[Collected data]
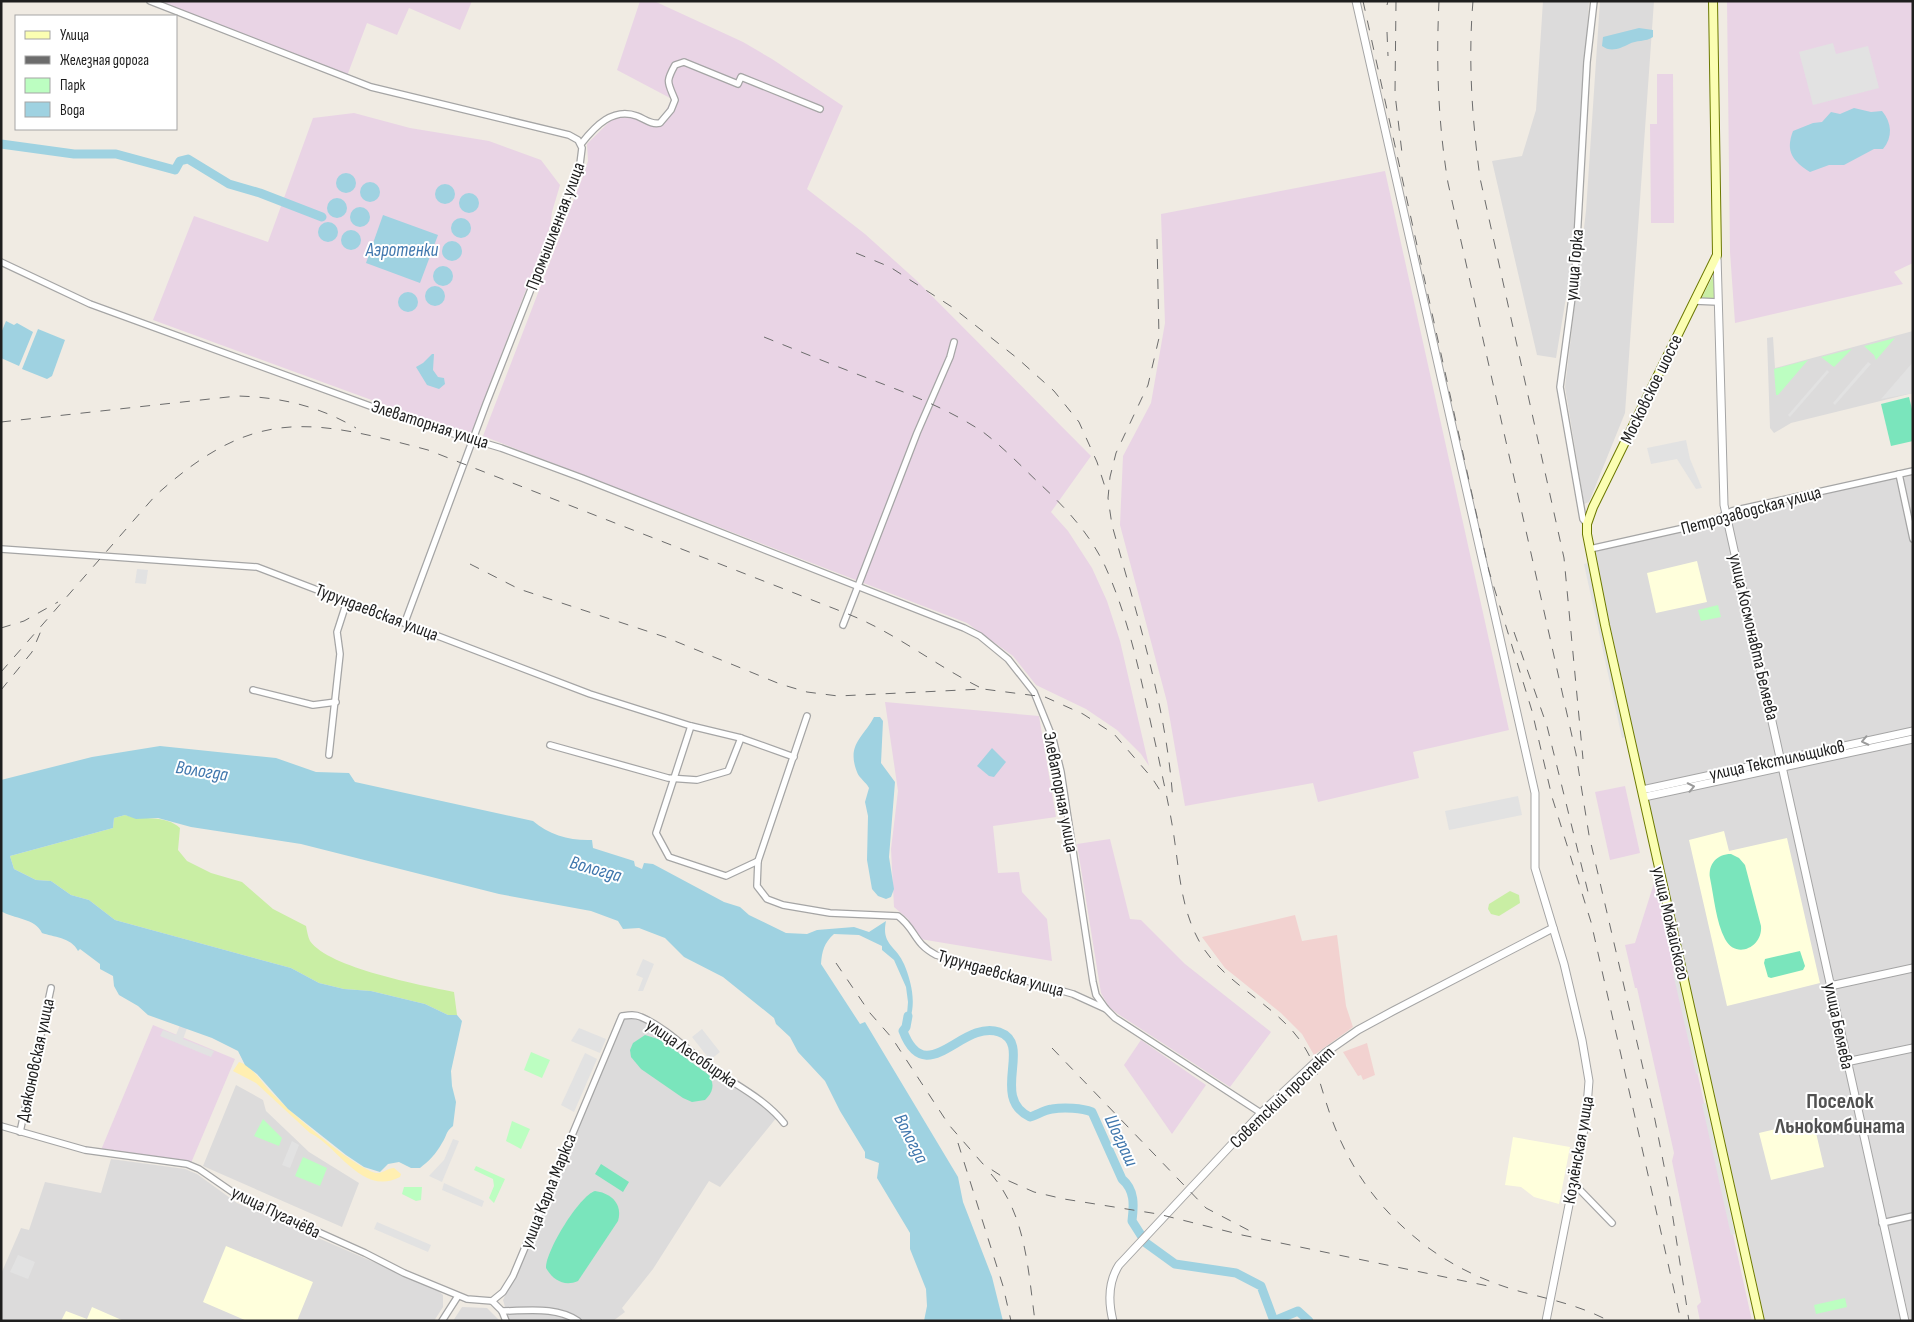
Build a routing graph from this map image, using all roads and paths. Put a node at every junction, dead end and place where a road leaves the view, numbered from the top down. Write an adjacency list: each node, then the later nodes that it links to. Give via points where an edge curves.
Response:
1 (150, 1): 6 (street, Промышленная улица, via 364,85 569,135)
2 (1356, 1): 38 (street, Козлёнская улица, via 1535,793 1535,868)
3 (1594, 1): 16 (street, улица Горка, via 1587,62 1575,275 1560,387 1583,519)
4 (1713, 1): 7 (main road, Московское шоссе)
5 (820, 109): 6 (street, via 741,77 738,84 684,62 675,64 668,77 668,86 675,100 660,123 616,113)
6 (581, 144): 12 (street, Промышленная улица, via 580,164 486,404)
7 (1717, 255): 9 (main road, Московское шоссе); 10 (street, Московское шоссе)
8 (1, 262): 12 (street, Элеваторная улица, via 90,304 414,422)
9 (1694, 300): 10 (street); 16 (main road, Московское шоссе)
10 (1718, 302): 15 (street, Московское шоссе, via 1722,477)
11 (954, 342): 20 (street)
12 (475, 440): 20 (street, Элеваторная улица, via 582,478); 22 (street, Промышленная улица)
13 (1913, 470): 14 (street, Петрозаводская улица)
14 (1899, 474): 15 (street, Петрозаводская улица, via 1739,510); 17 (street)
15 (1726, 516): 19 (street, Петрозаводская улица); 34 (street, улица Космонавта Беляева)
16 (1587, 524): 19 (main road, улица Можайского)
17 (1913, 538)
18 (1, 549): 21 (street, Турундаевская улица, via 257,567)
19 (1590, 549): 36 (main road, улица Можайского)
20 (859, 586): 23 (street); 42 (street, Элеваторная улица, via 980,636 1008,659 1034,692 1048,723 1057,756 1093,982 1096,995)
21 (347, 600): 22 (street, Турундаевская улица); 25 (street, via 337,632 340,654)
22 (405, 622): 27 (street, Турундаевская улица, via 590,694)
23 (843, 625)
24 (253, 690): 25 (street, via 313,705)
25 (336, 702): 32 (street)
26 (807, 716): 33 (street)
27 (691, 726): 29 (street, Турундаевская улица); 35 (street)
28 (1913, 731): 34 (street, улица Текстильщиков, one-way to 34)
29 (741, 738): 33 (street, Турундаевская улица); 35 (street, via 728,771 697,780)
30 (1913, 740): 34 (street, улица Текстильщиков)
31 (550, 746): 35 (street)
32 (329, 756)
33 (794, 757): 37 (street)
34 (1782, 763): 36 (street, улица Текстильщиков); 40 (street, улица Беляева)
35 (673, 778): 37 (street, via 656,833 668,857 726,876)
36 (1643, 794): 62 (main road, улица Можайского)
37 (758, 861): 42 (street, Турундаевская улица, via 757,886 767,899 830,913 898,916 907,923 917,941 936,955 1073,994)
38 (1550, 929): 46 (street, Советский проспект, via 1352,1034 1313,1062); 50 (street, Козлёнская улица, via 1560,950 1589,1081 1587,1111)
39 (1913, 968): 40 (street)
40 (1830, 986): 44 (street, улица Беляева)
41 (51, 988): 49 (street, Дьяконовская улица)
42 (1106, 1009): 46 (street, Турундаевская улица)
43 (1913, 1048): 44 (street)
44 (1846, 1062): 53 (street, улица Беляева)
45 (596, 1075): 47 (street, улица Лесобиржа, via 622,1016 640,1016 772,1108); 55 (street, улица Карла Маркса, via 513,1276 503,1292)
46 (1261, 1113): 60 (street, Советский проспект, via 1119,1265 1111,1279)
47 (784, 1122)
48 (1, 1126): 49 (street, улица Пугачёва)
49 (20, 1132): 54 (street, улица Пугачёва, via 85,1150 187,1164 238,1196)
50 (1572, 1187): 52 (street, via 1580,1190); 61 (street, Козлёнская улица)
51 (1913, 1216): 53 (street)
52 (1612, 1223)
53 (1882, 1223): 63 (street, улица Беляева)
54 (458, 1296): 55 (street, улица Пугачёва, via 478,1301); 57 (street)
55 (492, 1300): 56 (street)
56 (502, 1312): 58 (street); 59 (street, via 546,1310 564,1313)
57 (442, 1321)
58 (506, 1321)
59 (578, 1321)
60 (1113, 1321)
61 (1546, 1321)
62 (1760, 1321)
63 (1905, 1321)

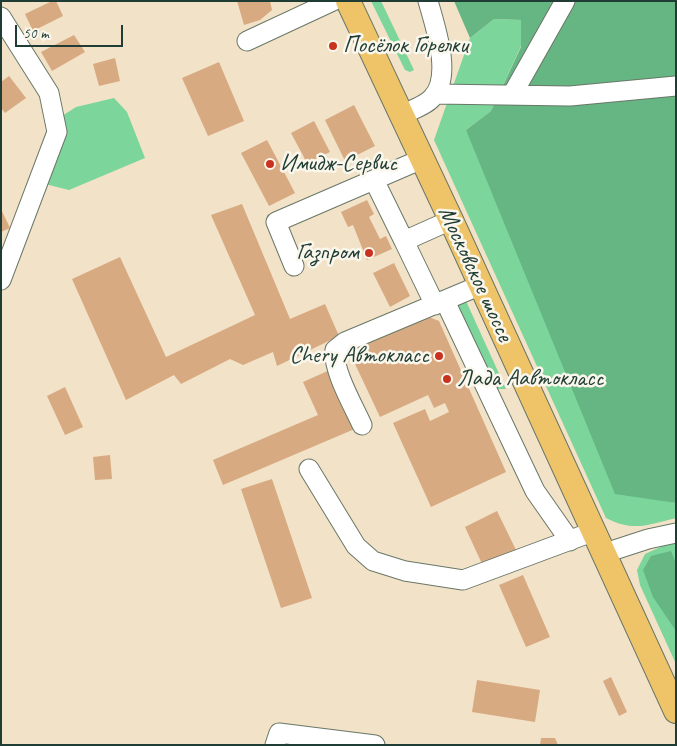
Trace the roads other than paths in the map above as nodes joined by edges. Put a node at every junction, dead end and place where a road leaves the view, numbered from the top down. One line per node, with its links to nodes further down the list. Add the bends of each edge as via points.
1 (334, 1): 6 (street)
2 (348, 1): 10 (main road, Московское шоссе)
3 (428, 1): 8 (street, via 440,39 440,85)
4 (565, 1): 9 (street)
5 (1, 17): 16 (street, via 49,93 57,132)
6 (247, 42)
7 (676, 86): 9 (street, via 570,96)
8 (436, 94): 9 (street); 10 (street, via 430,101)
9 (512, 95)
10 (401, 115): 11 (main road, Московское шоссе)
11 (422, 159): 12 (street); 13 (main road, Московское шоссе)
12 (374, 180): 14 (street); 15 (street, via 276,222)
13 (451, 220): 14 (street); 17 (main road, Московское шоссе)
14 (404, 241): 18 (street)
15 (294, 266)
16 (1, 280)
17 (481, 286): 18 (street); 21 (main road, Московское шоссе)
18 (440, 303): 19 (street, via 345,342 335,350 338,369); 23 (street, via 535,491)
19 (362, 425)
20 (309, 469): 23 (street, via 356,546 373,561 405,572 462,580)
21 (592, 532): 23 (street); 24 (main road, Московское шоссе)
22 (676, 533): 24 (street)
23 (570, 541)
24 (602, 554): 25 (main road, Московское шоссе)
25 (676, 711)
26 (275, 745): 27 (street, via 278,733)
27 (375, 745)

● **TASK PROMPT**:
Output the data exactly as it is, with the pictures dropped.

● **RESULT FOR THIS TASK**:
Build a routing graph from this map image, using all roads and paths. Put a node at every junction, dead end and place where a road leaves the view, numbered from the top down. Write an adjacency list: each node, then the later nodes that it links to. Give via points where an edge curves.
Response:
1 (150, 1): 6 (street, Промышленная улица, via 364,85 569,135)
2 (1356, 1): 38 (street, Козлёнская улица, via 1535,793 1535,868)
3 (1594, 1): 16 (street, улица Горка, via 1587,62 1575,275 1560,387 1583,519)
4 (1713, 1): 7 (main road, Московское шоссе)
5 (820, 109): 6 (street, via 741,77 738,84 684,62 675,64 668,77 668,86 675,100 660,123 616,113)
6 (581, 144): 12 (street, Промышленная улица, via 580,164 486,404)
7 (1717, 255): 9 (main road, Московское шоссе); 10 (street, Московское шоссе)
8 (1, 262): 12 (street, Элеваторная улица, via 90,304 414,422)
9 (1694, 300): 10 (street); 16 (main road, Московское шоссе)
10 (1718, 302): 15 (street, Московское шоссе, via 1722,477)
11 (954, 342): 20 (street)
12 (475, 440): 20 (street, Элеваторная улица, via 582,478); 22 (street, Промышленная улица)
13 (1913, 470): 14 (street, Петрозаводская улица)
14 (1899, 474): 15 (street, Петрозаводская улица, via 1739,510); 17 (street)
15 (1726, 516): 19 (street, Петрозаводская улица); 34 (street, улица Космонавта Беляева)
16 (1587, 524): 19 (main road, улица Можайского)
17 (1913, 538)
18 (1, 549): 21 (street, Турундаевская улица, via 257,567)
19 (1590, 549): 36 (main road, улица Можайского)
20 (859, 586): 23 (street); 42 (street, Элеваторная улица, via 980,636 1008,659 1034,692 1048,723 1057,756 1093,982 1096,995)
21 (347, 600): 22 (street, Турундаевская улица); 25 (street, via 337,632 340,654)
22 (405, 622): 27 (street, Турундаевская улица, via 590,694)
23 (843, 625)
24 (253, 690): 25 (street, via 313,705)
25 (336, 702): 32 (street)
26 (807, 716): 33 (street)
27 (691, 726): 29 (street, Турундаевская улица); 35 (street)
28 (1913, 731): 34 (street, улица Текстильщиков, one-way to 34)
29 (741, 738): 33 (street, Турундаевская улица); 35 (street, via 728,771 697,780)
30 (1913, 740): 34 (street, улица Текстильщиков)
31 (550, 746): 35 (street)
32 (329, 756)
33 (794, 757): 37 (street)
34 (1782, 763): 36 (street, улица Текстильщиков); 40 (street, улица Беляева)
35 (673, 778): 37 (street, via 656,833 668,857 726,876)
36 (1643, 794): 62 (main road, улица Можайского)
37 (758, 861): 42 (street, Турундаевская улица, via 757,886 767,899 830,913 898,916 907,923 917,941 936,955 1073,994)
38 (1550, 929): 46 (street, Советский проспект, via 1352,1034 1313,1062); 50 (street, Козлёнская улица, via 1560,950 1589,1081 1587,1111)
39 (1913, 968): 40 (street)
40 (1830, 986): 44 (street, улица Беляева)
41 (51, 988): 49 (street, Дьяконовская улица)
42 (1106, 1009): 46 (street, Турундаевская улица)
43 (1913, 1048): 44 (street)
44 (1846, 1062): 53 (street, улица Беляева)
45 (596, 1075): 47 (street, улица Лесобиржа, via 622,1016 640,1016 772,1108); 55 (street, улица Карла Маркса, via 513,1276 503,1292)
46 (1261, 1113): 60 (street, Советский проспект, via 1119,1265 1111,1279)
47 (784, 1122)
48 (1, 1126): 49 (street, улица Пугачёва)
49 (20, 1132): 54 (street, улица Пугачёва, via 85,1150 187,1164 238,1196)
50 (1572, 1187): 52 (street, via 1580,1190); 61 (street, Козлёнская улица)
51 (1913, 1216): 53 (street)
52 (1612, 1223)
53 (1882, 1223): 63 (street, улица Беляева)
54 (458, 1296): 55 (street, улица Пугачёва, via 478,1301); 57 (street)
55 (492, 1300): 56 (street)
56 (502, 1312): 58 (street); 59 (street, via 546,1310 564,1313)
57 (442, 1321)
58 (506, 1321)
59 (578, 1321)
60 (1113, 1321)
61 (1546, 1321)
62 (1760, 1321)
63 (1905, 1321)

Trace the roads other than paths in the map above as nodes joined by edges. Put a node at every junction, dead end and place where a road leaves the view, numbered from the top down. One line per node, with its links to nodes further down the list. Add the bends of each edge as via points.
1 (334, 1): 6 (street)
2 (348, 1): 10 (main road, Московское шоссе)
3 (428, 1): 8 (street, via 440,39 440,85)
4 (565, 1): 9 (street)
5 (1, 17): 16 (street, via 49,93 57,132)
6 (247, 42)
7 (676, 86): 9 (street, via 570,96)
8 (436, 94): 9 (street); 10 (street, via 430,101)
9 (512, 95)
10 (401, 115): 11 (main road, Московское шоссе)
11 (422, 159): 12 (street); 13 (main road, Московское шоссе)
12 (374, 180): 14 (street); 15 (street, via 276,222)
13 (451, 220): 14 (street); 17 (main road, Московское шоссе)
14 (404, 241): 18 (street)
15 (294, 266)
16 (1, 280)
17 (481, 286): 18 (street); 21 (main road, Московское шоссе)
18 (440, 303): 19 (street, via 345,342 335,350 338,369); 23 (street, via 535,491)
19 (362, 425)
20 (309, 469): 23 (street, via 356,546 373,561 405,572 462,580)
21 (592, 532): 23 (street); 24 (main road, Московское шоссе)
22 (676, 533): 24 (street)
23 (570, 541)
24 (602, 554): 25 (main road, Московское шоссе)
25 (676, 711)
26 (275, 745): 27 (street, via 278,733)
27 (375, 745)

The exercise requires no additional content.